An exact copy of all the records is the expected answer.
-------
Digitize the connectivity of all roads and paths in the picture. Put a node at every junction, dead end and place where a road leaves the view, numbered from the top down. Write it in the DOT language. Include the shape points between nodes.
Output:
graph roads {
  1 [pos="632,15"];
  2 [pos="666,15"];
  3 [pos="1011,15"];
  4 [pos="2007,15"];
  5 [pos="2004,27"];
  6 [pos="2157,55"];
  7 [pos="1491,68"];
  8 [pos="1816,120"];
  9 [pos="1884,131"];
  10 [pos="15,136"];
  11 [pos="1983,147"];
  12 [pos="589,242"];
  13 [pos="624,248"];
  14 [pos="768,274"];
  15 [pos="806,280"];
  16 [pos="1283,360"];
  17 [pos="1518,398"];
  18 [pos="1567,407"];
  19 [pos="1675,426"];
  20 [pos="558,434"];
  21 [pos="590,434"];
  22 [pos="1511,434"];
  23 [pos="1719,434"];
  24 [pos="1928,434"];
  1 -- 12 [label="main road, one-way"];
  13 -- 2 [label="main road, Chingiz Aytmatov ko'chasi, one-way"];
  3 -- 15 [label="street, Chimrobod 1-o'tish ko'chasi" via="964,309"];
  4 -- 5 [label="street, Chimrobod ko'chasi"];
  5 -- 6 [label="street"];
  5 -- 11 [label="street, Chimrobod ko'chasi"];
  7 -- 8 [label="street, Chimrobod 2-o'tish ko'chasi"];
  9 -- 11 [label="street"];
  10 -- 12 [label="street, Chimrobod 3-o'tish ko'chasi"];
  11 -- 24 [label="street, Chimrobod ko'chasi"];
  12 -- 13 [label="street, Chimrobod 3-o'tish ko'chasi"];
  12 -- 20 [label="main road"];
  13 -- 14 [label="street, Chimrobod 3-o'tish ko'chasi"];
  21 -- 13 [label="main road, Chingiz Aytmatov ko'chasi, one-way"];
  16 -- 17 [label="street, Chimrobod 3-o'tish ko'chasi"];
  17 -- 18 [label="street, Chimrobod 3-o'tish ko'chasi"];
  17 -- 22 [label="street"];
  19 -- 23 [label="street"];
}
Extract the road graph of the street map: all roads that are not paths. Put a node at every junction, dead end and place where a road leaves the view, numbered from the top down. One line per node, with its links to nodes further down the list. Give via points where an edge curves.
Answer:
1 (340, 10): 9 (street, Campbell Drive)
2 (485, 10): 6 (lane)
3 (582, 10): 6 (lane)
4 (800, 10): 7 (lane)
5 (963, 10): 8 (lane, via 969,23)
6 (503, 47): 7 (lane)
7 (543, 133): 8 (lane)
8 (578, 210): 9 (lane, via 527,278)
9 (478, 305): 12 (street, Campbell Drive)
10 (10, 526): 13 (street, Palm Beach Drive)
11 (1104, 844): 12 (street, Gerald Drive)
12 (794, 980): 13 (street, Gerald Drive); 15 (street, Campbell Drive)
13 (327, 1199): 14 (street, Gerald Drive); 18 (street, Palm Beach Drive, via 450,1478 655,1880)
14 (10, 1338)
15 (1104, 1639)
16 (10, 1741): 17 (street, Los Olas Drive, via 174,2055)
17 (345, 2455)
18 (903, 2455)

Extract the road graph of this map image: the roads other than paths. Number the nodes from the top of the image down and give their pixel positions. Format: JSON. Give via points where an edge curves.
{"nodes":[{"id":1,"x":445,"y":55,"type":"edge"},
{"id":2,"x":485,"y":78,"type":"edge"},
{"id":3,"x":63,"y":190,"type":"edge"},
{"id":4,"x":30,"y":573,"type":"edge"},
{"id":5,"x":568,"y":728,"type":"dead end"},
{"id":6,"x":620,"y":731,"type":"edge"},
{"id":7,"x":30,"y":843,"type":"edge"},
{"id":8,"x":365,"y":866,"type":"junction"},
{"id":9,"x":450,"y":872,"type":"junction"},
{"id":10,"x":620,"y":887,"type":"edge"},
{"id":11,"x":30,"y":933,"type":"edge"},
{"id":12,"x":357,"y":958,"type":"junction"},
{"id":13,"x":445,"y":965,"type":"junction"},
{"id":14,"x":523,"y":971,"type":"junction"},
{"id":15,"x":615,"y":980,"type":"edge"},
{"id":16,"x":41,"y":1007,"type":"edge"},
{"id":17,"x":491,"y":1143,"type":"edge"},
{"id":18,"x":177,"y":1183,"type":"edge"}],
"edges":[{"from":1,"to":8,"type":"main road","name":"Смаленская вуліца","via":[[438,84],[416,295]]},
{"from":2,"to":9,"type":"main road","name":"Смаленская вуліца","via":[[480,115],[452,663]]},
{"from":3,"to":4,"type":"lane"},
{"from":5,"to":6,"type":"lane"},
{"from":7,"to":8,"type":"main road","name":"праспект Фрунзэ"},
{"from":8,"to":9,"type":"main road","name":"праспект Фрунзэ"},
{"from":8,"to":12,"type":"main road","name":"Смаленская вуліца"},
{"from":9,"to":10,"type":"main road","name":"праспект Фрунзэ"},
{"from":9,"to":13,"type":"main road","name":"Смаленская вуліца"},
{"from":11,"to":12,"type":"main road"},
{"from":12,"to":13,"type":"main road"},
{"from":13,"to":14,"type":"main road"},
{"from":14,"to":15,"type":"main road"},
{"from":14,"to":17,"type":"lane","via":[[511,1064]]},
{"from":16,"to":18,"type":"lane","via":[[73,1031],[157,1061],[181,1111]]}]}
-------
§ WRITTEN ANSWER:
Digitize the connectivity of all roads and paths in the picture. Put a node at every junction, dead end and place where a road leaves the view, numbered from the top down. Write it in the DOT language. Include the shape points between nodes.
Output:
graph roads {
  1 [pos="632,15"];
  2 [pos="666,15"];
  3 [pos="1011,15"];
  4 [pos="2007,15"];
  5 [pos="2004,27"];
  6 [pos="2157,55"];
  7 [pos="1491,68"];
  8 [pos="1816,120"];
  9 [pos="1884,131"];
  10 [pos="15,136"];
  11 [pos="1983,147"];
  12 [pos="589,242"];
  13 [pos="624,248"];
  14 [pos="768,274"];
  15 [pos="806,280"];
  16 [pos="1283,360"];
  17 [pos="1518,398"];
  18 [pos="1567,407"];
  19 [pos="1675,426"];
  20 [pos="558,434"];
  21 [pos="590,434"];
  22 [pos="1511,434"];
  23 [pos="1719,434"];
  24 [pos="1928,434"];
  1 -- 12 [label="main road, one-way"];
  13 -- 2 [label="main road, Chingiz Aytmatov ko'chasi, one-way"];
  3 -- 15 [label="street, Chimrobod 1-o'tish ko'chasi" via="964,309"];
  4 -- 5 [label="street, Chimrobod ko'chasi"];
  5 -- 6 [label="street"];
  5 -- 11 [label="street, Chimrobod ko'chasi"];
  7 -- 8 [label="street, Chimrobod 2-o'tish ko'chasi"];
  9 -- 11 [label="street"];
  10 -- 12 [label="street, Chimrobod 3-o'tish ko'chasi"];
  11 -- 24 [label="street, Chimrobod ko'chasi"];
  12 -- 13 [label="street, Chimrobod 3-o'tish ko'chasi"];
  12 -- 20 [label="main road"];
  13 -- 14 [label="street, Chimrobod 3-o'tish ko'chasi"];
  21 -- 13 [label="main road, Chingiz Aytmatov ko'chasi, one-way"];
  16 -- 17 [label="street, Chimrobod 3-o'tish ko'chasi"];
  17 -- 18 [label="street, Chimrobod 3-o'tish ko'chasi"];
  17 -- 22 [label="street"];
  19 -- 23 [label="street"];
}
Extract the road graph of the street map: all roads that are not paths. Put a node at every junction, dead end and place where a road leaves the view, numbered from the top down. One line per node, with its links to nodes further down the list. Give via points where an edge curves.
Answer:
1 (340, 10): 9 (street, Campbell Drive)
2 (485, 10): 6 (lane)
3 (582, 10): 6 (lane)
4 (800, 10): 7 (lane)
5 (963, 10): 8 (lane, via 969,23)
6 (503, 47): 7 (lane)
7 (543, 133): 8 (lane)
8 (578, 210): 9 (lane, via 527,278)
9 (478, 305): 12 (street, Campbell Drive)
10 (10, 526): 13 (street, Palm Beach Drive)
11 (1104, 844): 12 (street, Gerald Drive)
12 (794, 980): 13 (street, Gerald Drive); 15 (street, Campbell Drive)
13 (327, 1199): 14 (street, Gerald Drive); 18 (street, Palm Beach Drive, via 450,1478 655,1880)
14 (10, 1338)
15 (1104, 1639)
16 (10, 1741): 17 (street, Los Olas Drive, via 174,2055)
17 (345, 2455)
18 (903, 2455)

Extract the road graph of this map image: the roads other than paths. Number the nodes from the top of the image down and give their pixel positions. Format: JSON. Give via points where an edge curves.
{"nodes":[{"id":1,"x":445,"y":55,"type":"edge"},
{"id":2,"x":485,"y":78,"type":"edge"},
{"id":3,"x":63,"y":190,"type":"edge"},
{"id":4,"x":30,"y":573,"type":"edge"},
{"id":5,"x":568,"y":728,"type":"dead end"},
{"id":6,"x":620,"y":731,"type":"edge"},
{"id":7,"x":30,"y":843,"type":"edge"},
{"id":8,"x":365,"y":866,"type":"junction"},
{"id":9,"x":450,"y":872,"type":"junction"},
{"id":10,"x":620,"y":887,"type":"edge"},
{"id":11,"x":30,"y":933,"type":"edge"},
{"id":12,"x":357,"y":958,"type":"junction"},
{"id":13,"x":445,"y":965,"type":"junction"},
{"id":14,"x":523,"y":971,"type":"junction"},
{"id":15,"x":615,"y":980,"type":"edge"},
{"id":16,"x":41,"y":1007,"type":"edge"},
{"id":17,"x":491,"y":1143,"type":"edge"},
{"id":18,"x":177,"y":1183,"type":"edge"}],
"edges":[{"from":1,"to":8,"type":"main road","name":"Смаленская вуліца","via":[[438,84],[416,295]]},
{"from":2,"to":9,"type":"main road","name":"Смаленская вуліца","via":[[480,115],[452,663]]},
{"from":3,"to":4,"type":"lane"},
{"from":5,"to":6,"type":"lane"},
{"from":7,"to":8,"type":"main road","name":"праспект Фрунзэ"},
{"from":8,"to":9,"type":"main road","name":"праспект Фрунзэ"},
{"from":8,"to":12,"type":"main road","name":"Смаленская вуліца"},
{"from":9,"to":10,"type":"main road","name":"праспект Фрунзэ"},
{"from":9,"to":13,"type":"main road","name":"Смаленская вуліца"},
{"from":11,"to":12,"type":"main road"},
{"from":12,"to":13,"type":"main road"},
{"from":13,"to":14,"type":"main road"},
{"from":14,"to":15,"type":"main road"},
{"from":14,"to":17,"type":"lane","via":[[511,1064]]},
{"from":16,"to":18,"type":"lane","via":[[73,1031],[157,1061],[181,1111]]}]}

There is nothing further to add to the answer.